Фабер замер. Рука непроизвольно сжала карандаш. Он не видел в ней соблазна, он просто не понимал ситуацию.
Она вошла, закрыла за собой дверь и подошла к столу. Движения её были чёткими, но без обычной лёгкой кошачьей грации — чуть скованными.
— Работаете допоздна, — констатировала она голосом, в котором не было ни намёка на интимность. — Это хорошо. Усердие ценится.
Она обошла стол и остановилась рядом с его креслом. Запах её кожи, вымытой грубым хозяйственным мылом, и лёгкий шлейф оружейной смазки.
— Мы оба понимаем ситуацию, гауптштурмфюрер, — сказала она, глядя поверх его головы на карту на стене. — Вы сейчас на хорошем счету. Ваши идеи нужны рейхсфюреру. Это ценный актив.

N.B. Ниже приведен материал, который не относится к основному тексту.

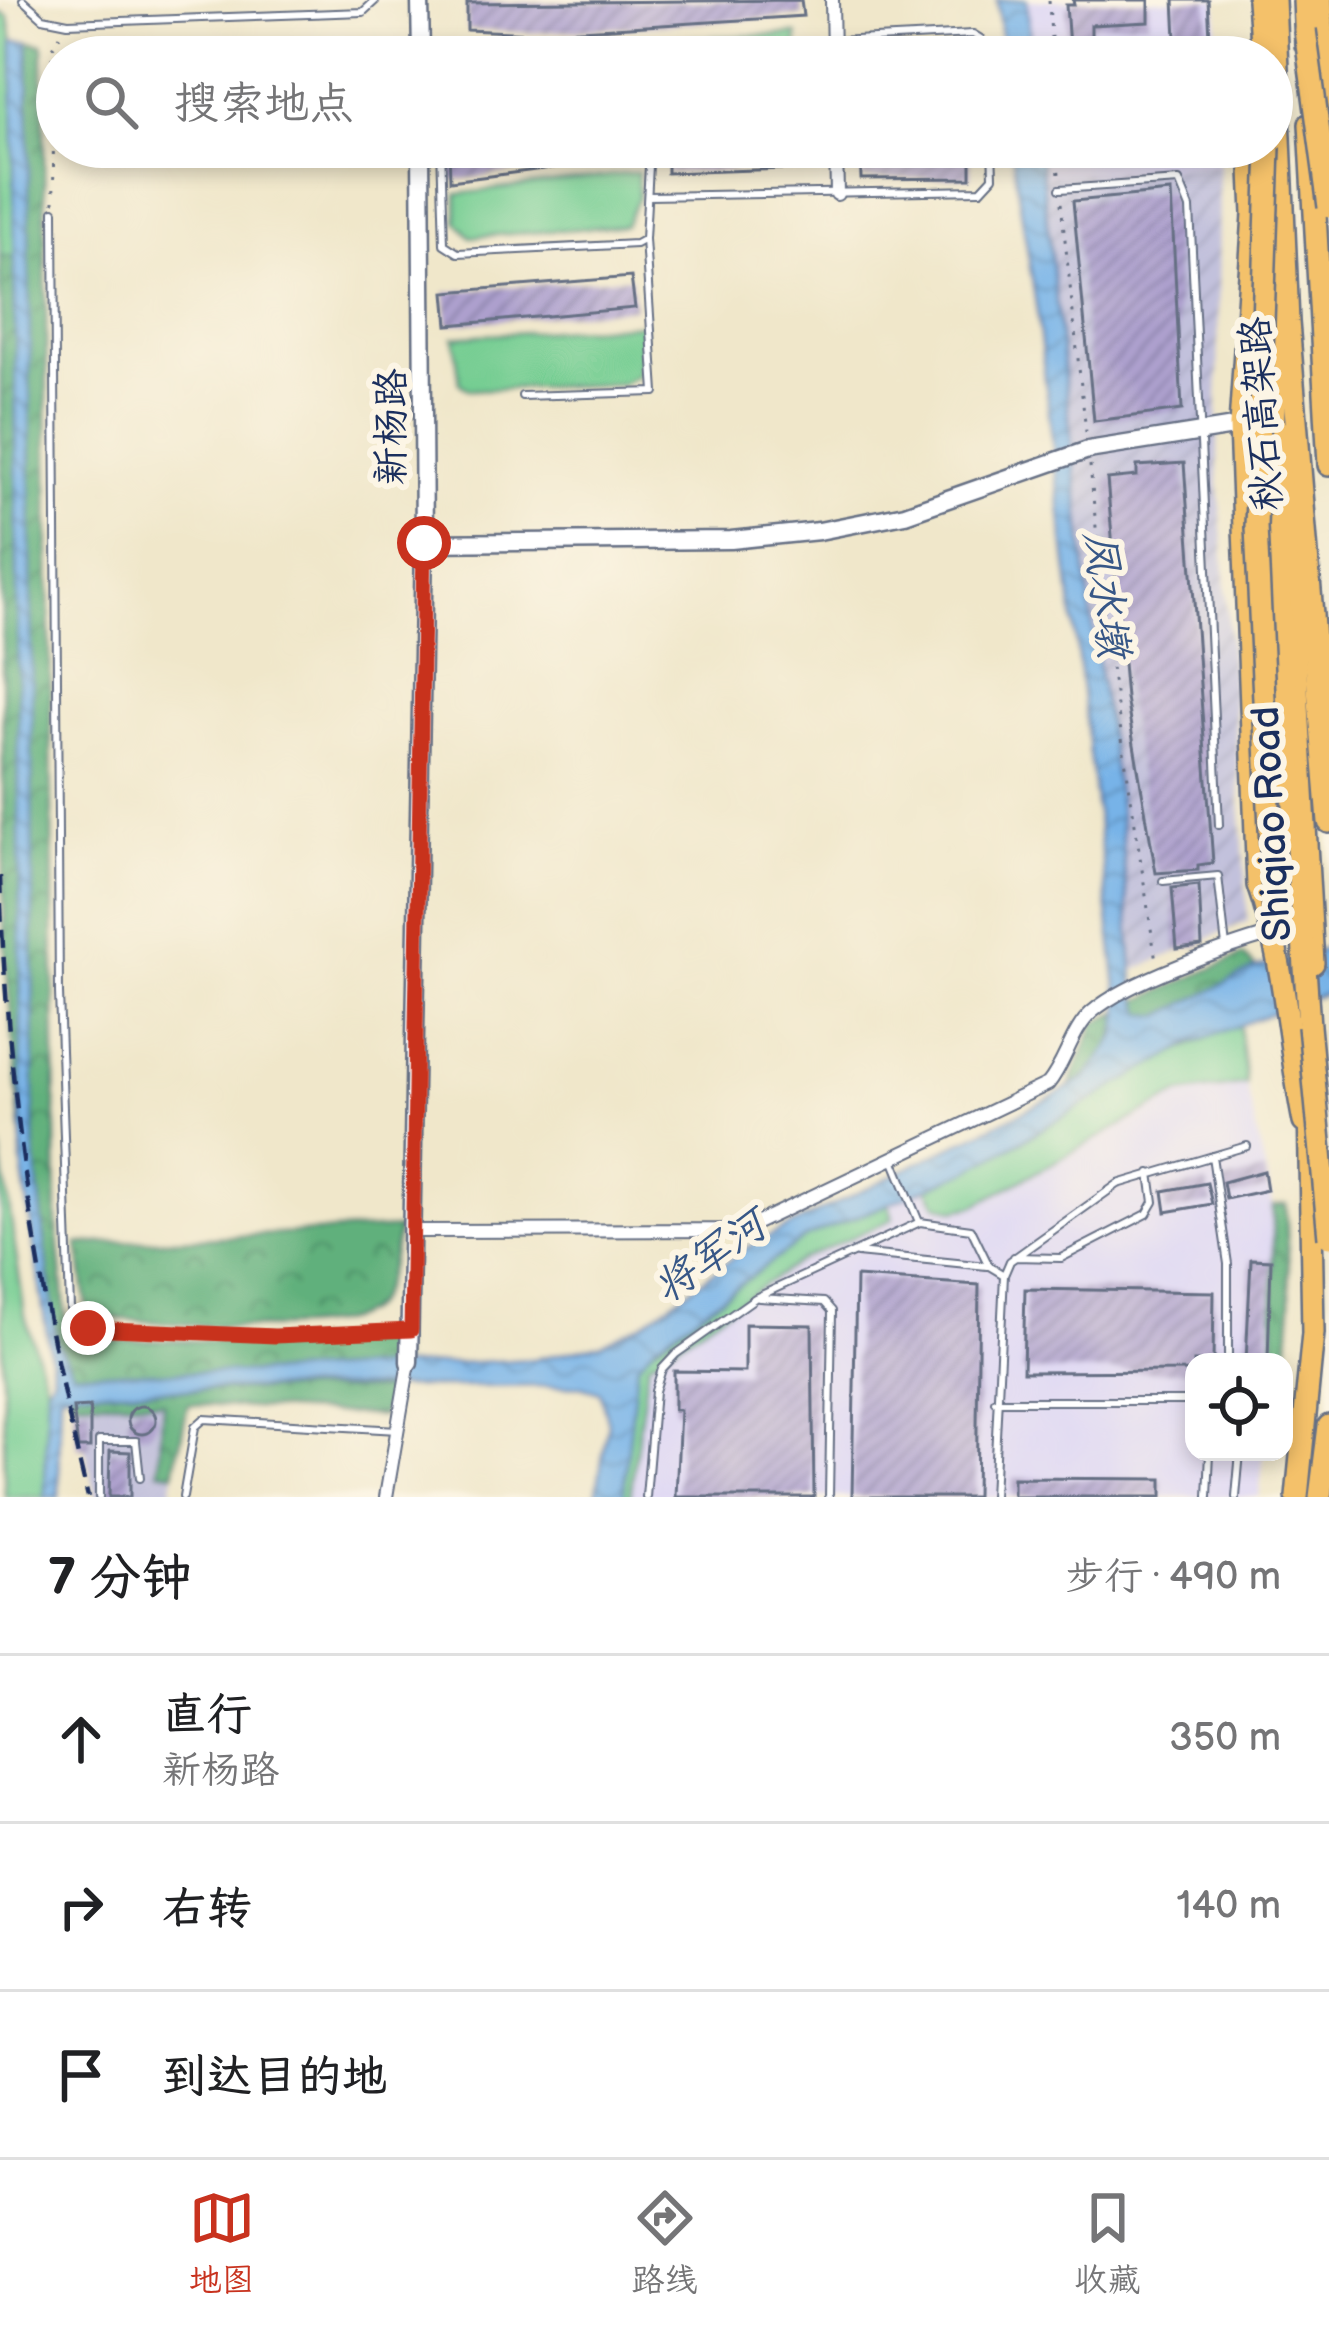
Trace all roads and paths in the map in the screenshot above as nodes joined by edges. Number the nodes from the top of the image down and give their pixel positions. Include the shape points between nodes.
1 (23, 0) edge
2 (376, 0) edge
3 (420, 0) edge
4 (832, 0) edge
5 (1049, 0) edge
6 (1245, 0) edge
7 (1258, 0) edge
8 (1274, 0) edge
9 (1304, 0) edge
10 (1321, 0) edge
11 (68, 23) junction
12 (1305, 30) junction
13 (60, 36) edge
14 (421, 36) edge
15 (832, 36) edge
16 (933, 36) edge
17 (976, 36) edge
18 (1051, 36) edge
19 (1246, 36) edge
20 (1266, 36) edge
21 (1270, 36) edge
22 (53, 168) edge
23 (421, 168) edge
24 (441, 168) edge
25 (650, 168) edge
26 (836, 168) edge
27 (993, 168) edge
28 (1058, 168) edge
29 (1252, 168) edge
30 (1267, 168) edge
31 (1269, 168) edge
32 (1277, 168) edge
33 (1060, 189) junction
34 (837, 194) junction
35 (649, 196) junction
36 (1329, 207) edge
37 (54, 211) joint
38 (1329, 218) edge
39 (645, 238) junction
40 (1276, 322) junction
41 (523, 396) dead end
42 (1240, 426) junction
43 (1197, 431) junction
44 (1081, 453) junction
45 (1329, 465) edge
46 (424, 543) junction
47 (1329, 822) edge
48 (1220, 825) dead end
49 (1163, 880) dead end
50 (1275, 923) junction
51 (1226, 947) junction
52 (1155, 979) junction
53 (1318, 1142) edge
54 (1247, 1146) dead end
55 (1212, 1156) junction
56 (893, 1159) junction
57 (1150, 1173) junction
58 (920, 1222) junction
59 (412, 1231) junction
60 (1329, 1237) edge
61 (854, 1252) junction
62 (1014, 1256) junction
63 (988, 1266) junction
64 (1004, 1275) junction
65 (755, 1298) junction
66 (411, 1330) junction
67 (1228, 1353) edge
68 (410, 1362) joint
69 (995, 1401) junction
70 (1185, 1401) edge
71 (1294, 1425) edge
72 (1329, 1426) edge
73 (398, 1430) junction
74 (1210, 1461) edge
75 (1239, 1461) edge
76 (140, 1478) dead end
77 (99, 1497) edge
78 (183, 1497) edge
79 (386, 1497) edge
80 (646, 1497) edge
81 (829, 1497) edge
82 (993, 1497) edge
83 (1208, 1497) edge
84 (1236, 1497) edge
85 (1297, 1497) edge
86 (1320, 1497) edge

1 - 11 lane via 44,18
2 - 11 lane via 363,12
3 - 14 street
4 - 15 street
5 - 18 path
6 - 19 main road
7 - 20 main road
8 - 21 main road, 秋石高架路
9 - 12 main road, 秋石高架路
10 - 38 main road
11 - 13 path
12 - 36 main road, bridge
12 - 45 main road, 秋石高架路, bridge
16 - 17 lane
22 - 37 path
23 - 46 street, 新杨路
24 - 39 lane via 444,244 458,253
25 - 35 lane
26 - 34 street
27 - 34 lane via 981,190
28 - 33 path
29 - 42 main road
30 - 50 main road, bridge via 1256,526
31 - 40 main road, Shiqiao Road
32 - 47 main road, 秋石高架路
33 - 43 lane via 1179,182 1185,190
33 - 44 path
34 - 35 lane
35 - 39 lane
37 - 66 lane via 58,993 70,1309 88,1328 275,1336
39 - 41 lane via 656,392
40 - 53 main road, Shiqiao Road
40 - 60 main road, bridge via 1274,518
42 - 43 street
42 - 50 main road via 1258,885
43 - 44 street
43 - 48 lane
44 - 46 street via 905,514 819,531
44 - 52 path
46 - 59 street, 新杨路
49 - 51 lane via 1218,876
50 - 51 street
50 - 53 main road via 1284,1022
51 - 52 street
52 - 56 street via 1106,1003 1075,1033 1066,1063 1048,1084
53 - 71 main road, Shiqiao Road via 1313,1333
54 - 55 lane
55 - 57 lane
55 - 67 lane via 1228,1264
56 - 58 lane
56 - 59 street via 720,1234
57 - 62 lane via 1118,1184
57 - 62 lane via 1154,1202 1147,1214 1078,1253
58 - 61 lane
58 - 63 lane via 971,1229
59 - 66 street, 新杨路
61 - 63 lane
61 - 65 lane
62 - 64 lane
63 - 64 lane
64 - 69 lane
65 - 80 lane via 662,1369
65 - 81 lane via 824,1302 832,1311
66 - 68 street, 新杨路
68 - 73 street, 新杨路
69 - 70 lane
69 - 82 lane
71 - 85 main road, Shiqiao Road
72 - 86 main road
73 - 78 lane via 204,1419 195,1427
73 - 79 street, 新杨路
74 - 83 lane
75 - 84 lane
76 - 77 lane via 136,1441 99,1441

Она наклонилась чуть ближе, и теперь он чувствовал тепло её кожи.
— Мой род, фон Штайны, обеднел. Земли заложены, титул — пустой звук без денег и связей. Служба в СС даёт положение, но не даёт будущего. Государство поощряет материнство. Здоровое, арийское материнство. Вы — подходящий генетический материал. Ваши данные в расовой картотеке безупречны.
Она говорила это так, как могла бы докладывать о штатном расписании или расходе бензина. Без стыда, без страсти. Чистая прагматика.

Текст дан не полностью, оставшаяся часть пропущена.